The Power of the Lung Microbiome

The lungs, with a surface area about 30 times that of skin, are in constant dialogue with the outside world. Until just over a decade ago, they were considered sterile. High-throughput sequencing overturned this theory in 2010, showing diverse lower airway microbial communities that shift with disease.

Research into the lung microbiome is still in its early stages compared to the more developed studies of other body microbiomes. Initially, scientists investigated how microbial colonization might impact pulmonary allergies. However, most research focused on the gut and fecal microbiomes. The sterile lung believe persisted until 2010, when researchers identified the composition of airway microbiota, revealing the presence of a respiratory microbiome. Technologies such as computed tomography (CT) scans, PCR, and 16S rRNA sequencing, have since allowed for deeper investigation. Since 2011, research has progressively explored the links between lung diseases and the microbiome, initially focusing on conditions like cystic fibrosis (CF), asthma, and chronic obstructive pulmonary disease (COPD). This research confirmed the microbiome exists even in healthy individuals, and that it changes in disease states. However, clinical applications still remains limited. Most clinical microbiome work has focused on CF, a condition that affects just over 4,500 Canadians. In contrast, non CF bronchiectasis is now recognised as the third most common chronic lung disease (affecting >500 people per 100,000 in Europe and North America), and is far less studied, with virtually no Canadian adult data.

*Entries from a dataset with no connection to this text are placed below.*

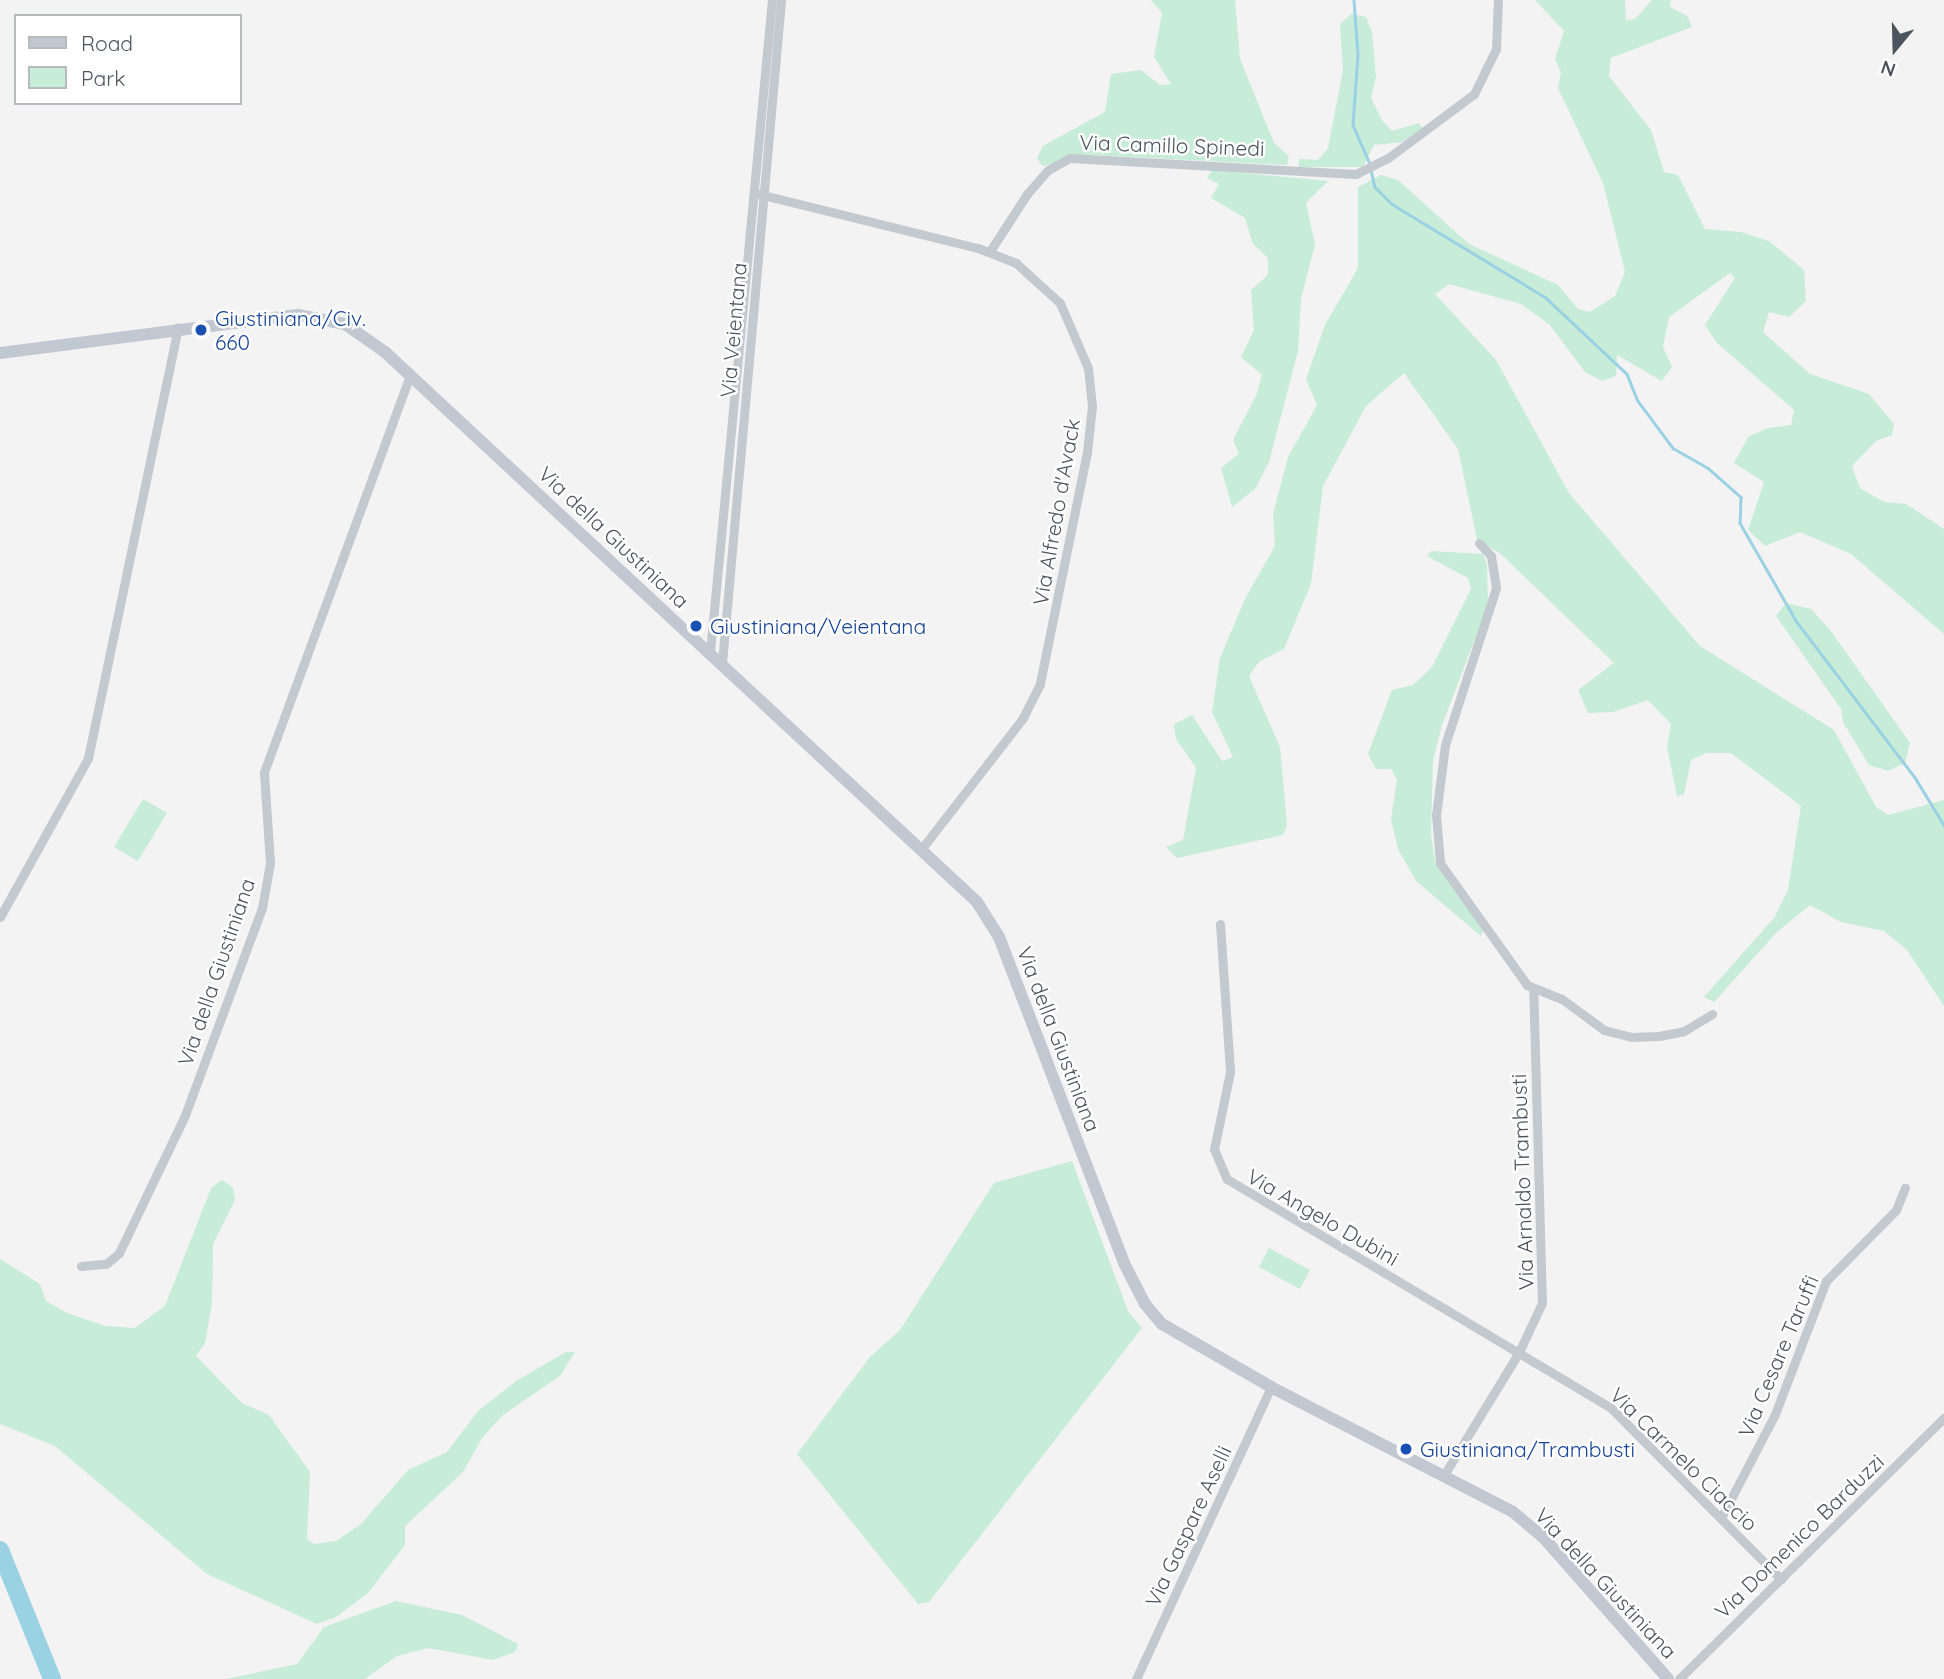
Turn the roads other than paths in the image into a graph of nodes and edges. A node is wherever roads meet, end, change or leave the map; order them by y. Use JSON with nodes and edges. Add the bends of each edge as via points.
{"nodes":[{"id":1,"x":772,"y":0,"type":"edge"},
{"id":2,"x":781,"y":0,"type":"edge"},
{"id":3,"x":1498,"y":0,"type":"edge"},
{"id":4,"x":759,"y":194,"type":"junction"},
{"id":5,"x":990,"y":251,"type":"junction"},
{"id":6,"x":178,"y":327,"type":"junction"},
{"id":7,"x":0,"y":353,"type":"edge"},
{"id":8,"x":410,"y":375,"type":"junction"},
{"id":9,"x":1479,"y":543,"type":"dead end"},
{"id":10,"x":710,"y":652,"type":"junction"},
{"id":11,"x":722,"y":663,"type":"junction"},
{"id":12,"x":922,"y":848,"type":"junction"},
{"id":13,"x":0,"y":917,"type":"edge"},
{"id":14,"x":1220,"y":924,"type":"dead end"},
{"id":15,"x":1533,"y":989,"type":"junction"},
{"id":16,"x":1712,"y":1014,"type":"dead end"},
{"id":17,"x":1905,"y":1188,"type":"dead end"},
{"id":18,"x":81,"y":1266,"type":"dead end"},
{"id":19,"x":1519,"y":1352,"type":"junction"},
{"id":20,"x":1271,"y":1387,"type":"junction"},
{"id":21,"x":1944,"y":1418,"type":"edge"},
{"id":22,"x":1444,"y":1475,"type":"junction"},
{"id":23,"x":1722,"y":1516,"type":"junction"},
{"id":24,"x":1781,"y":1579,"type":"junction"},
{"id":25,"x":1136,"y":1679,"type":"edge"},
{"id":26,"x":1668,"y":1679,"type":"edge"},
{"id":27,"x":1679,"y":1679,"type":"edge"}],
"edges":[{"from":1,"to":4,"type":"street","name":"Via Veientana"},
{"from":2,"to":4,"type":"street","name":"Via Veientana"},
{"from":3,"to":5,"type":"street","name":"Via Camillo Spinedi","via":[[1496,49],[1474,94],[1388,158],[1356,174],[1070,158],[1048,170],[1027,194]]},
{"from":4,"to":5,"type":"street","name":"Via Alfredo d'Avack"},
{"from":4,"to":10,"type":"street","name":"Via Veientana"},
{"from":4,"to":11,"type":"street","name":"Via Veientana"},
{"from":5,"to":12,"type":"street","name":"Via Alfredo d'Avack","via":[[1038,278],[1070,319],[1090,379],[1089,437],[1047,660],[1036,694],[1012,733]]},
{"from":6,"to":7,"type":"street","name":"Via della Giustiniana"},
{"from":6,"to":8,"type":"street","name":"Via della Giustiniana","via":[[256,317],[324,317],[360,333]]},
{"from":6,"to":13,"type":"street","via":[[88,758]]},
{"from":8,"to":10,"type":"street","name":"Via della Giustiniana"},
{"from":8,"to":18,"type":"street","name":"Via della Giustiniana","via":[[264,772],[270,863],[262,908],[185,1115],[119,1253],[106,1264]]},
{"from":9,"to":15,"type":"street","via":[[1491,556],[1495,602],[1445,745],[1436,849],[1452,884]]},
{"from":10,"to":11,"type":"street","name":"Via della Giustiniana"},
{"from":11,"to":12,"type":"street","name":"Via della Giustiniana"},
{"from":12,"to":20,"type":"street","name":"Via della Giustiniana","via":[[970,894],[995,928],[1145,1304],[1177,1335]]},
{"from":14,"to":19,"type":"street","name":"Via Angelo Dubini","via":[[1230,1072],[1214,1140],[1222,1173],[1242,1190]]},
{"from":15,"to":16,"type":"street","via":[[1562,999],[1596,1025],[1622,1036],[1672,1034]]},
{"from":15,"to":19,"type":"street","name":"Via Arnaldo Trambusti","via":[[1544,1284],[1541,1309]]},
{"from":17,"to":23,"type":"street","name":"Via Cesare Taruffi","via":[[1896,1210],[1826,1281],[1770,1425]]},
{"from":19,"to":22,"type":"street","name":"Via Arnaldo Trambusti"},
{"from":19,"to":23,"type":"street","name":"Via Carmelo Ciaccio","via":[[1610,1407]]},
{"from":20,"to":22,"type":"street","name":"Via della Giustiniana"},
{"from":20,"to":25,"type":"street","name":"Via Gaspare Aselli"},
{"from":21,"to":24,"type":"street","name":"Via Domenico Barduzzi"},
{"from":22,"to":26,"type":"street","name":"Via della Giustiniana","via":[[1500,1504],[1532,1527]]},
{"from":23,"to":24,"type":"street","name":"Via Carmelo Ciaccio"},
{"from":24,"to":27,"type":"street","name":"Via Domenico Barduzzi"}]}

The Thornton lab, established in May 2023, explores how the lower respiratory tract microbiome informs diseases like bronchiectasis, drawing from lessons from CF. The lab established new technologies, including Oxford Nanopore Sequencing – a small platform collapsing weeks-long culture and resistance testing into a 24-hour window with real-time base calling, metagenomic classification, resistance screening and automated reporting. All this aims to enable clinicians to tailor personalized therapy faster. In collaboration with Dr. Braedon McDonald (critical care), this technology is being applied as a more rapid test to better understand the lung microbiome during periods of health compared to disease in patients. The overarching goal is to develop a rapid, user-friendly pipeline for microbiome analysis to personalize therapeutics as part of a clinical toolkit.

Building this infrastructure required broad support: the inaugural Snyder Institute Catalyst Grant (co-PIs Drs. Thornton and McDonald) provided proof of concept funds followed by a Canada Foundation for Innovation John R. Evans Leaders Fund award and Department of Medicine start up fund to install sequencers, high performance computing nodes and laboratory equipment, as well as generous patient directed gifts from the Summit Foundation and the CF community.

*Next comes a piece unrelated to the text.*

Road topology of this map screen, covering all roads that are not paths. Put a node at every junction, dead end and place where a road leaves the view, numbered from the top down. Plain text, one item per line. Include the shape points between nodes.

The same platform drives the lab’s satellite projects including: 

• CIHR Team Grant research interrogating the microbiology of wildfire smoke: the sequencing of particulate matter across Western Canada to catalogue viable bacteria, fungi and phage capable of hitch hiking on smoke plumes.
• CF Canada and CF Foundation supported research: long-read sequencing studying other diseases, such as CF, to understand the role of fungi – in particular Candida species, along with the microbiome. 

In combination with the wet lab research, the Thornton lab also founded and manages the Canadian Bronchiectasis and Non-tuberculous mycobacterium (NTM) registry (along with Dr. Julie Jarand) which is Canada’s first clinical registry and in collaboration with the US and Europe, to better understand the prevalence and epidemiology of these diseases.

The ultimate goal is to make precision antimicrobial and anti-inflammatory strategies routine for the tens of thousands of Canadians living with bronchiectasis, effectively turning complex microbial ecology into an everyday clinical tool.